AMD Radeon R9 Fury X Video Card Review @ [H]

AMD has massive driver overhead compared to NVIDIA and [H] is using OC'd 3770K instead of something super expensive like OC'd Haswell-E.

This might explain the poor results in [H] benchmarks. If you are selecting a GPU and have weaker CPU like old Sandy Bridge or Ivy Bridge then [H] benchmark offers more accurate picture of the performance you would receive from new GPU.

We have seen ZERO issues to move away from our 4.8GHz clocked 3770K. If you can show me actual proof to back up your statements, I would LOVE to see that. Otherwise you are just talking out of your ass.
 
So, this is even more of an indication that the card's performance is slow because of immature drivers.

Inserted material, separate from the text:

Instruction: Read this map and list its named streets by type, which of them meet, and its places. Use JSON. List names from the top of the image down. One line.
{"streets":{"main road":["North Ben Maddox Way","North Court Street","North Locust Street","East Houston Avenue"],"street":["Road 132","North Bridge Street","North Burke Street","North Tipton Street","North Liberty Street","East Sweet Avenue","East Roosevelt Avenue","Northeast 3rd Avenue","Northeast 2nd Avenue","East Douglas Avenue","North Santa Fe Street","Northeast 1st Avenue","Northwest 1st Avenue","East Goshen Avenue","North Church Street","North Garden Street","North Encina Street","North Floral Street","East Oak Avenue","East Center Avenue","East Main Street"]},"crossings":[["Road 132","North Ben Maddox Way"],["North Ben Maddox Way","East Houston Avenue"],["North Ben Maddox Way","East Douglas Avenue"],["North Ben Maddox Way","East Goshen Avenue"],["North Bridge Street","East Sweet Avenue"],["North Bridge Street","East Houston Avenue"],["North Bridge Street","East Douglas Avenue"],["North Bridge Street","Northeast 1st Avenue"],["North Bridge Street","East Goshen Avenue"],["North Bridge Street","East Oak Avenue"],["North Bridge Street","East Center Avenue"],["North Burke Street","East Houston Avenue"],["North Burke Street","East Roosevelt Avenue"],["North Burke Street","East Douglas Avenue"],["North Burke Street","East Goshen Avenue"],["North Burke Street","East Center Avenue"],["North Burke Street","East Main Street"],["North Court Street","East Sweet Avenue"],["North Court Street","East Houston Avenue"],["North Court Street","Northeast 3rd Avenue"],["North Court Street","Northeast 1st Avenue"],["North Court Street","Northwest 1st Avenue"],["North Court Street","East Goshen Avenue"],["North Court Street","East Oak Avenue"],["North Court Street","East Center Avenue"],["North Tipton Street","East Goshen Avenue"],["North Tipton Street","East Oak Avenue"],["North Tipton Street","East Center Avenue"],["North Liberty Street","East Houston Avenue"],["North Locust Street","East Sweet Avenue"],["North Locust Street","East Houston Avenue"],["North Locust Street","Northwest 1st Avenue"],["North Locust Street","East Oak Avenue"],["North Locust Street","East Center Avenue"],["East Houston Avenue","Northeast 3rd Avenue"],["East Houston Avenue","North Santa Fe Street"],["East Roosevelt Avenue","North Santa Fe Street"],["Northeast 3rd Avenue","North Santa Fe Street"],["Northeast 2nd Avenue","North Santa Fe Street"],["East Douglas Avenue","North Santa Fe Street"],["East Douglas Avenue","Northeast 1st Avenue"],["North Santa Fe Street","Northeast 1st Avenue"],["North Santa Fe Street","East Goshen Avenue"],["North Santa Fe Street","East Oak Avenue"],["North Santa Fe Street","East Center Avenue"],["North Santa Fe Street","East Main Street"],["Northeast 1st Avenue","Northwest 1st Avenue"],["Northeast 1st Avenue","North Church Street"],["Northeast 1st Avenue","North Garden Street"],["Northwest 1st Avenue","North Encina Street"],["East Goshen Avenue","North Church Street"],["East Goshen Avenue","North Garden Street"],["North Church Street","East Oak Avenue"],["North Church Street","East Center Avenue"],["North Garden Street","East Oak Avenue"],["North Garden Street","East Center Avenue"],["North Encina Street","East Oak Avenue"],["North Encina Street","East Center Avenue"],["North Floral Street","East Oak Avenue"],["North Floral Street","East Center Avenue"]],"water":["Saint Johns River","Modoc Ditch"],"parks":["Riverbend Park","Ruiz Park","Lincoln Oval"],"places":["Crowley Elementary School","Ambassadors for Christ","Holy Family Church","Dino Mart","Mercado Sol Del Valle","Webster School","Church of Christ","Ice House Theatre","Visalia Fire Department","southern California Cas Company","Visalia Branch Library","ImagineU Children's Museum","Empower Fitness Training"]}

Personally i think that argument holds no water. You'd think that gpu vendors would want to get good performance out of their cards when they're first released and reviewed. And considering amd's lack of drivers since the start of the year (comparatively speaking) i think most people were under the assumption they were busy tuning drivers for fury.

If they were and this is the fruits of their labour then its a lemon. Not forgetting that amd still don't have crossfire enabled freesync drivers either, last ii heard they were meant to be out around april\may time.

Yes drivers will bring incremental improvements over time but that's the case for pretty much any card.
 
AMD has massive driver overhead compared to NVIDIA and [H] is using OC'd 3770K instead of something super expensive like OC'd Haswell-E.

This might explain the poor results in [H] benchmarks. If you are selecting a GPU and have weaker CPU like old Sandy Bridge or Ivy Bridge then [H] benchmark offers more accurate picture of the performance you would receive from new GPU.
The performance difference in IPC between Ivybridge and Haswell is maybe 10% at best. At 4.8GHz, that's negligible.
 
Pardon my ignorance but I thought they were planning on releasing a card without the AIO cooler. Also I don't think it is free, I think the cooler cost about $100.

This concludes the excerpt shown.